In my last post, I mentioned that, unlike Spotlight, EasyFind doesn’t need to index you files first. I though this topic was worth a followup.
The way Spotlight works, is it crawls your drive, creating an index of everything on it. When you add or delete anything from your drive, the operating system updates the index. When you search using Spotlight, you aren’t actually searching the drive, you are searching the index. In theory, this allows you to search everything very quickly, but in practice, it doesn’t always work out that way. Personally, my index files seem to get corrupted fairly often… making Spotlight incredibly slow, or totally unresponsive. This always seems to happen at the most inopportune moment, when I really need to find something. That’s usually when I reach for EasyFind.
Often, simply restarting you computer will whip Spotlight back into shape, but I find it helpful to periodically reindex my drives.

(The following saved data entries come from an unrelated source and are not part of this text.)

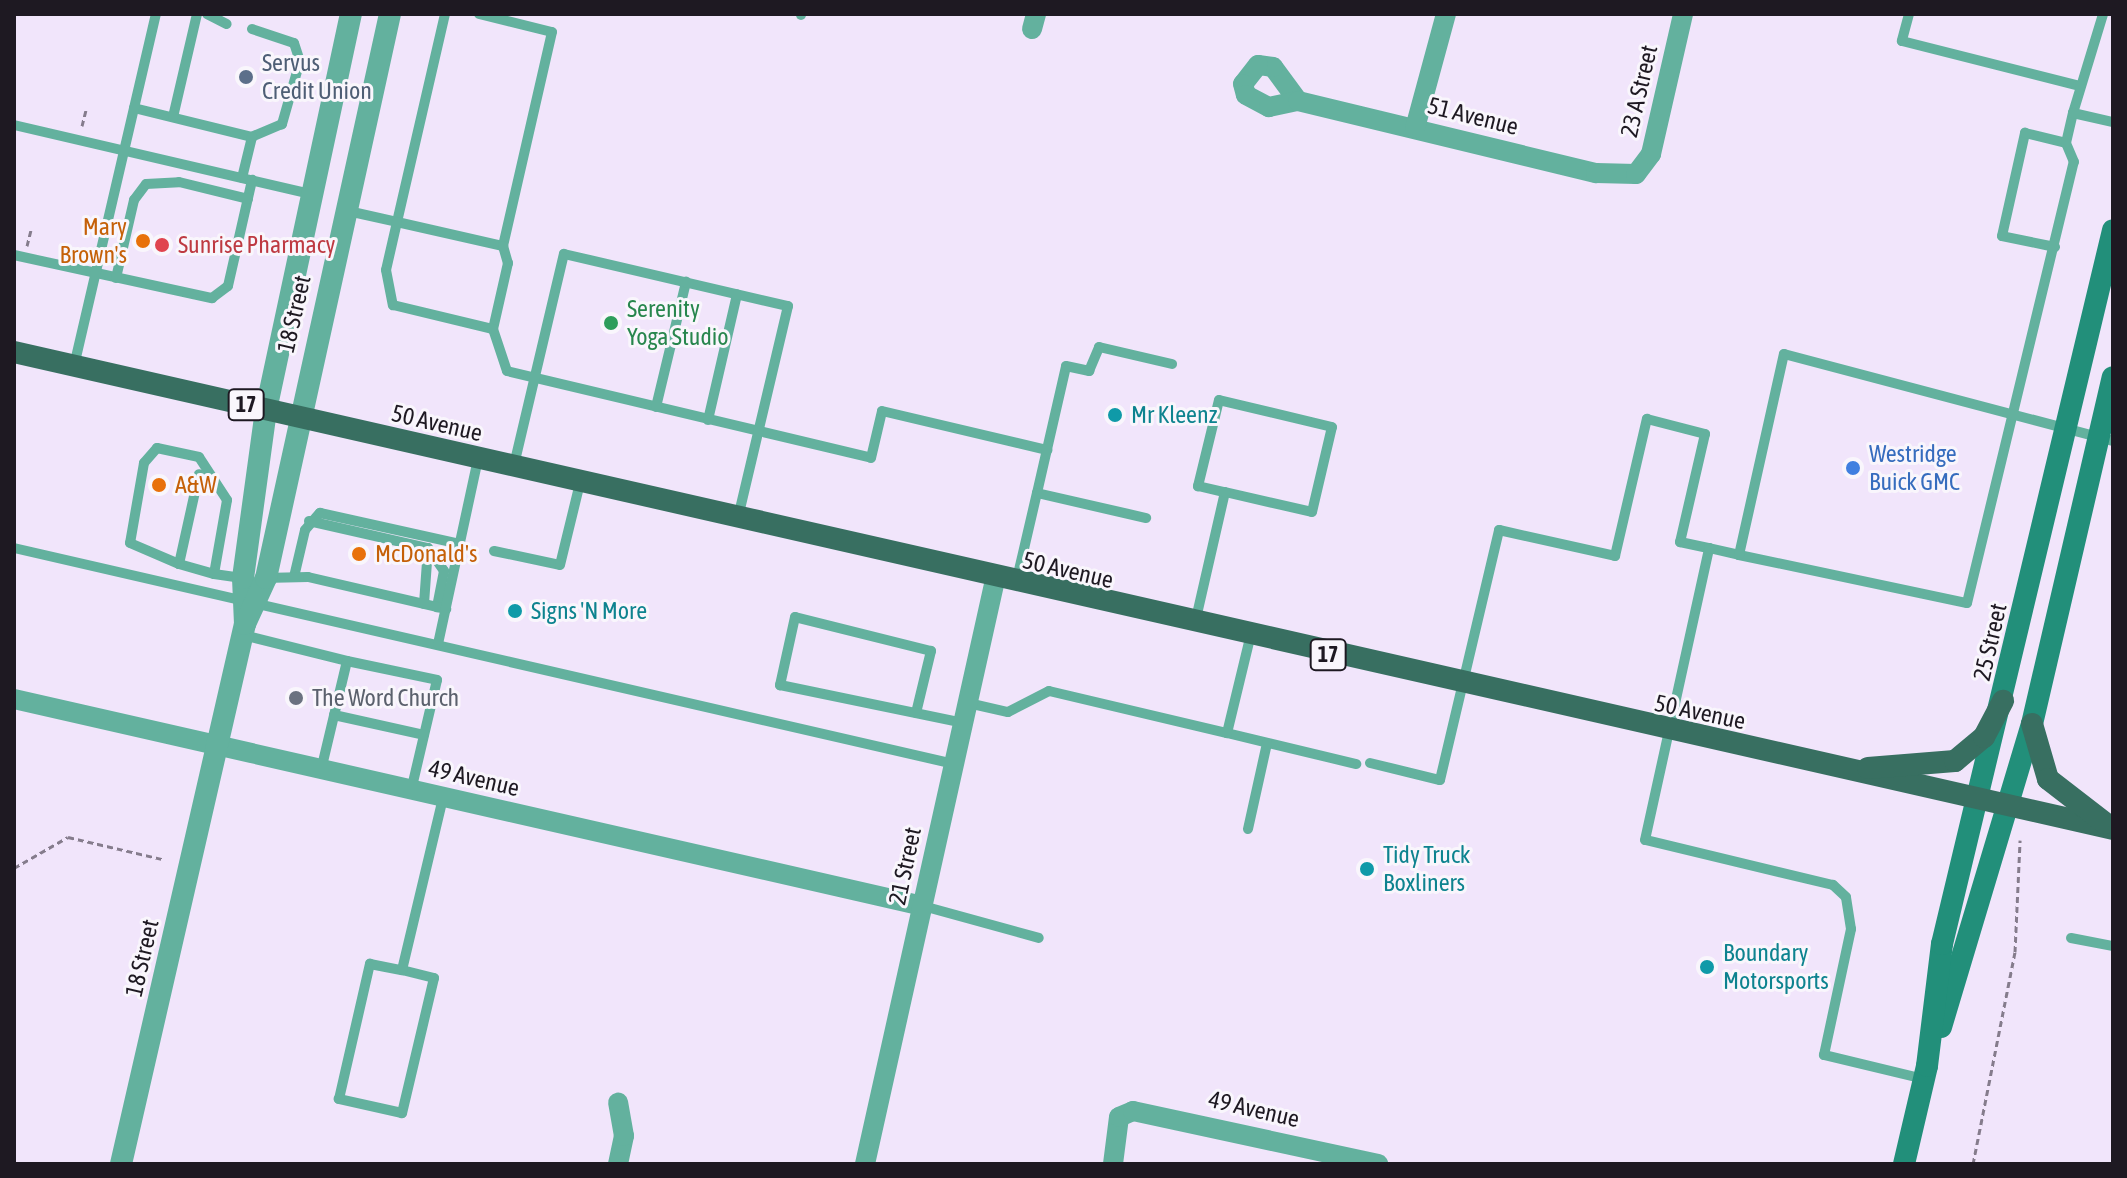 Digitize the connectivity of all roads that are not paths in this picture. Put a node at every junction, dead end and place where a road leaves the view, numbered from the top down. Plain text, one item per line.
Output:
1 (156, 14) edge
2 (197, 14) edge
3 (207, 14) edge
4 (351, 14) edge
5 (390, 14) edge
6 (445, 14) edge
7 (479, 14) edge
8 (1446, 14) edge
9 (1683, 14) edge
10 (1909, 14) edge
11 (2103, 14) edge
12 (225, 23) dead end
13 (252, 29) dead end
14 (2080, 86) junction
15 (1298, 101) dead end
16 (134, 108) junction
17 (2073, 113) junction
18 (173, 117) junction
19 (2113, 122) edge
20 (14, 125) edge
21 (1415, 128) junction
22 (252, 137) junction
23 (2066, 143) junction
24 (124, 150) junction
25 (1636, 174) joint
26 (247, 179) junction
27 (310, 194) junction
28 (248, 199) junction
29 (345, 210) junction
30 (397, 222) junction
31 (2113, 230) edge
32 (503, 246) junction
33 (2055, 247) junction
34 (14, 255) edge
35 (95, 274) junction
36 (116, 278) junction
37 (686, 282) junction
38 (737, 294) junction
39 (493, 329) junction
40 (14, 352) edge
41 (1172, 364) dead end
42 (74, 366) junction
43 (2113, 377) edge
44 (535, 378) junction
45 (656, 407) junction
46 (266, 410) junction
47 (2008, 414) junction
48 (299, 418) junction
49 (708, 420) junction
50 (2067, 430) junction
51 (758, 432) junction
52 (2106, 439) edge
53 (1047, 450) junction
54 (478, 459) junction
55 (514, 467) junction
56 (199, 474) dead end
57 (580, 483) junction
58 (1225, 492) junction
59 (1037, 493) junction
60 (1146, 518) dead end
61 (738, 519) junction
62 (309, 521) junction
63 (460, 544) junction
64 (14, 548) edge
65 (428, 548) junction
66 (1709, 548) junction
67 (494, 551) dead end
68 (1739, 555) junction
69 (179, 564) junction
70 (214, 574) junction
71 (294, 577) junction
72 (1006, 582) junction
73 (252, 590) junction
74 (424, 604) junction
75 (442, 608) junction
76 (1195, 625) junction
77 (244, 629) junction
78 (1250, 638) junction
79 (438, 644) junction
80 (347, 661) junction
81 (1461, 686) junction
82 (14, 699) edge
83 (2003, 701) junction
84 (916, 713) junction
85 (966, 713) junction
86 (334, 715) junction
87 (2032, 724) junction
88 (1227, 733) junction
89 (1669, 733) junction
90 (424, 735) junction
91 (1267, 743) junction
92 (217, 747) junction
93 (1370, 763) dead end
94 (954, 764) junction
95 (1356, 764) dead end
96 (321, 770) junction
97 (1847, 770) junction
98 (411, 791) junction
99 (443, 798) junction
100 (1980, 800) junction
101 (2010, 807) junction
102 (2113, 828) edge
103 (1248, 829) dead end
104 (923, 906) junction
105 (1039, 938) dead end
106 (2071, 938) dead end
107 (2113, 946) edge
108 (402, 970) junction
109 (1925, 1072) junction
110 (618, 1103) dead end
111 (121, 1164) edge
112 (618, 1164) edge
113 (865, 1164) edge
114 (1113, 1164) edge
115 (1378, 1164) edge
116 (1904, 1164) edge

1 - 16 lane
2 - 18 lane
3 - 12 lane
4 - 27 street, 18 Street
5 - 29 street, 18 Street
6 - 30 lane
7 - 32 lane
8 - 21 street
9 - 25 street, 23 A Street
10 - 14 lane
11 - 14 lane
13 - 22 lane
14 - 17 lane
15 - 21 street, 51 Avenue
16 - 18 lane
16 - 24 lane
17 - 19 lane
17 - 23 lane
18 - 22 lane
20 - 24 lane
21 - 25 street, 51 Avenue
22 - 26 lane
23 - 33 lane
23 - 33 lane
24 - 26 lane
24 - 35 lane
26 - 27 lane
26 - 28 lane
27 - 46 street, 18 Street
28 - 36 lane
28 - 36 lane
29 - 30 lane
29 - 48 street, 18 Street
30 - 32 lane
30 - 39 lane
31 - 50 main road, 25 Street
32 - 39 lane
33 - 47 lane
34 - 35 lane
35 - 36 lane
35 - 42 lane
37 - 38 lane
37 - 44 lane
37 - 45 lane
38 - 49 lane
38 - 51 lane
39 - 44 lane
40 - 42 main road, 50 Avenue / 17
41 - 53 lane
42 - 46 main road, 50 Avenue / 17
43 - 52 main road, 25 Street
44 - 45 lane
44 - 55 lane
45 - 49 lane
46 - 48 main road, 50 Avenue / 17
46 - 73 street, 18 Street
47 - 50 lane
47 - 68 lane
47 - 68 lane
48 - 54 main road, 50 Avenue / 17
48 - 73 street, 18 Street
49 - 51 lane
50 - 52 lane
50 - 83 main road, 25 Street
51 - 53 lane
51 - 61 lane
52 - 87 main road, 25 Street
53 - 59 lane
54 - 55 main road, 50 Avenue / 17
54 - 63 lane
55 - 57 main road, 50 Avenue / 17
56 - 69 lane
57 - 61 main road, 50 Avenue / 17
57 - 67 lane
58 - 58 lane
58 - 76 lane
59 - 60 lane
59 - 72 lane
61 - 72 main road, 50 Avenue / 17
62 - 63 lane
62 - 65 lane
62 - 71 lane
63 - 75 lane
64 - 73 lane
65 - 74 lane
65 - 75 lane
66 - 68 lane
66 - 81 lane
66 - 89 lane
69 - 70 lane
69 - 70 lane
70 - 73 lane
71 - 73 lane
71 - 74 lane
72 - 76 main road, 50 Avenue / 17
72 - 85 street, 21 Street
73 - 77 street, 18 Street
73 - 79 lane
74 - 75 lane
75 - 79 lane
76 - 78 main road, 50 Avenue / 17
77 - 80 lane
77 - 92 street, 18 Street
78 - 81 main road, 50 Avenue / 17
78 - 88 lane
79 - 94 lane
80 - 86 lane
80 - 90 lane
81 - 89 main road, 50 Avenue / 17
81 - 93 lane
82 - 92 street, 49 Avenue
83 - 97 main road
83 - 100 main road, 25 Street
84 - 84 lane
84 - 85 lane
85 - 88 lane
85 - 94 street, 21 Street
86 - 90 lane
86 - 96 lane
87 - 101 main road, 25 Street
87 - 102 main road
88 - 91 lane
89 - 97 main road, 50 Avenue / 17
89 - 109 lane
90 - 98 lane
91 - 95 lane
91 - 103 lane
92 - 96 street, 49 Avenue
92 - 111 street, 18 Street
94 - 104 street, 21 Street
96 - 98 street, 49 Avenue
97 - 100 main road, 50 Avenue / 17
98 - 99 street, 49 Avenue
99 - 104 street, 49 Avenue
99 - 108 lane
100 - 101 main road, 50 Avenue / 17
100 - 109 main road, 25 Street
101 - 102 main road, 50 Avenue / 17
101 - 109 main road, 25 Street
104 - 105 lane
104 - 113 street, 21 Street
106 - 107 lane
108 - 108 lane
109 - 116 main road, 25 Street
110 - 112 street
114 - 115 street, 49 Avenue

It’s simple to do, but depending on the size of your drives may take a a while to complete.
There are a few ways to force Spotlight to reindex. The most common is probably through the Terminal. I’m not a Unix geek, and I personally am a little afraid of the Terminal. I had a ‘mishap’ a few years back where I accidentally erased my entire Home folder while trying to delete a single file with the Terminal. I’ve been leery of it ever since.

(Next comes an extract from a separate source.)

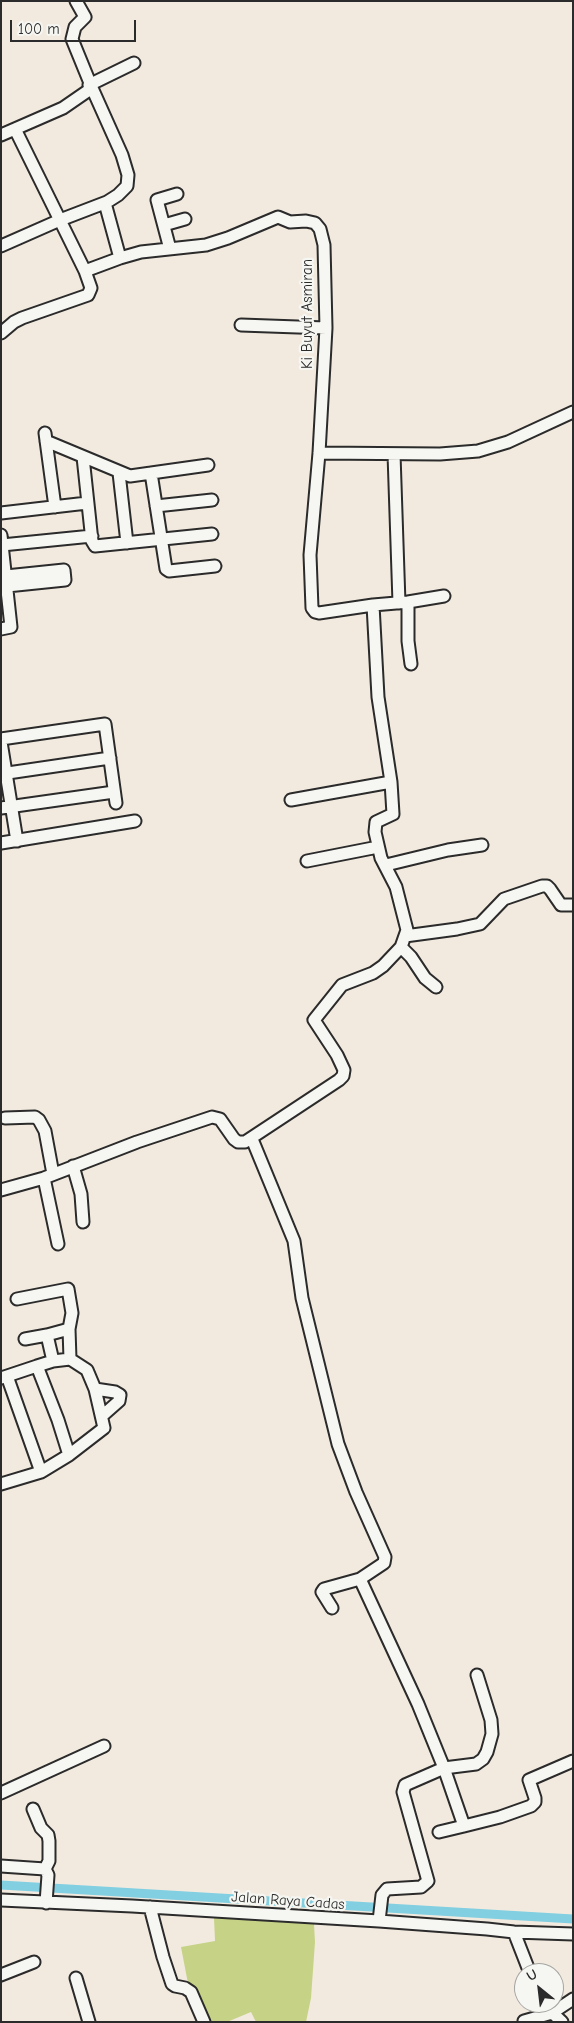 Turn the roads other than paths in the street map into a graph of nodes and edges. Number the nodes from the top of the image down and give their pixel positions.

Fortunately, there is a very simple, non Unix geek, way of doing it. Simply open up the Spotlight Preference Pane, and select the “Privacy” button. The Privacy button allows you to specify areas you don’t want Spotlight to index (like your secret stash of porn you don’t want you girlfriend to find). Using the “+” button in the lower left, add your Hard Drive to the list. If you have more than one drive, use this method to add them all. You’ve just told Spotlight to stop indexing your drive, and delete the existing index. Now, just use the “-” button to remove your drive from the list. This tells Spotlight you do want to index your drive. Since no index exists, Spotlight is forced to make a new one. At this point you can quit out of Preferences. To begin the reindexing, simply activate Spotlight (Command + Spacebar). Sometimes there is a slight lag before it starts going, you may need to activate Spotlight a couple of times. You’ll know it is indexing when a little flashing dot appears in the magnifying glass icon. You can activate Spotlight while it is indexing to get an estimated completion time.